What the exercise asks
The lines wanted are those in the data below that include "Kilat".

Extracted entries
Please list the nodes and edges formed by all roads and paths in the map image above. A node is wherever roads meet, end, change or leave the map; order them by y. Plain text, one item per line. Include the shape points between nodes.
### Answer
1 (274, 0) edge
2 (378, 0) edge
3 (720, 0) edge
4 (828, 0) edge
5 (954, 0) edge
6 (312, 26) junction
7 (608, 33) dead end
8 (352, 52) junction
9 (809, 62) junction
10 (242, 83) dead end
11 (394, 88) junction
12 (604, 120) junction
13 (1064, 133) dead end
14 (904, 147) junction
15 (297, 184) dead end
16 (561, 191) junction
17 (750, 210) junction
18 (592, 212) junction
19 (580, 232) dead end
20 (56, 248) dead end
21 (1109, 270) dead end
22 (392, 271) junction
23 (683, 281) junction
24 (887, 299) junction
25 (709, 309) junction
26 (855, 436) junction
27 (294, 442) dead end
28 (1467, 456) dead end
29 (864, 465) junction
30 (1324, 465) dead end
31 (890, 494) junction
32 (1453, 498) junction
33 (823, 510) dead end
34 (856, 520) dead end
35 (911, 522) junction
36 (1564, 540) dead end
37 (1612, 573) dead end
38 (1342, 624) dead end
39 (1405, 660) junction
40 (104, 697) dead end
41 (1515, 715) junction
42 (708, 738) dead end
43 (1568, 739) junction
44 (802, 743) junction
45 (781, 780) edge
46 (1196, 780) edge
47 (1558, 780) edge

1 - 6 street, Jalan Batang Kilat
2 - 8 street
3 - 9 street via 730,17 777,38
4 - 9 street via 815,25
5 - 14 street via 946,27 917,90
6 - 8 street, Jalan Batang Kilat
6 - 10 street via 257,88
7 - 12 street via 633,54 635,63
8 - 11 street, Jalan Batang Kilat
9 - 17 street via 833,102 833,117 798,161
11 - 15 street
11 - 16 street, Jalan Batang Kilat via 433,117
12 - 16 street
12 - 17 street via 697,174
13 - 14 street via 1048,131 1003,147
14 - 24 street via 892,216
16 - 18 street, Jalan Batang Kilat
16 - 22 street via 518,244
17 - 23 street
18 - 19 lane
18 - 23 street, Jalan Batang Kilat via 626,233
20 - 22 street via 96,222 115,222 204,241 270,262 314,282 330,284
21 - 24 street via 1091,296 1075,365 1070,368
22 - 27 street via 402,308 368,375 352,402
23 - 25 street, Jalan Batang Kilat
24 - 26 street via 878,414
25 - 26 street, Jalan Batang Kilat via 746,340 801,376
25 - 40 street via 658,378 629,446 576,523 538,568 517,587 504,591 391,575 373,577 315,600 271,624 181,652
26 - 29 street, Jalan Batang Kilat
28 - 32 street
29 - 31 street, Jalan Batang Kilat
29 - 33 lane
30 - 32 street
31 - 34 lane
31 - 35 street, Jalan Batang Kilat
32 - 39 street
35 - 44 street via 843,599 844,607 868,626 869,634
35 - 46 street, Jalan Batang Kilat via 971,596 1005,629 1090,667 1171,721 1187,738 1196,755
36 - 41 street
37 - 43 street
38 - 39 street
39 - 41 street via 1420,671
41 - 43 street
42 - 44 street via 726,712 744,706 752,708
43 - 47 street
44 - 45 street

Solution for this exercise
1 - 6 street, Jalan Batang Kilat
6 - 8 street, Jalan Batang Kilat
8 - 11 street, Jalan Batang Kilat
11 - 16 street, Jalan Batang Kilat via 433,117
16 - 18 street, Jalan Batang Kilat
18 - 23 street, Jalan Batang Kilat via 626,233
23 - 25 street, Jalan Batang Kilat
25 - 26 street, Jalan Batang Kilat via 746,340 801,376
26 - 29 street, Jalan Batang Kilat
29 - 31 street, Jalan Batang Kilat
31 - 35 street, Jalan Batang Kilat
35 - 46 street, Jalan Batang Kilat via 971,596 1005,629 1090,667 1171,721 1187,738 1196,755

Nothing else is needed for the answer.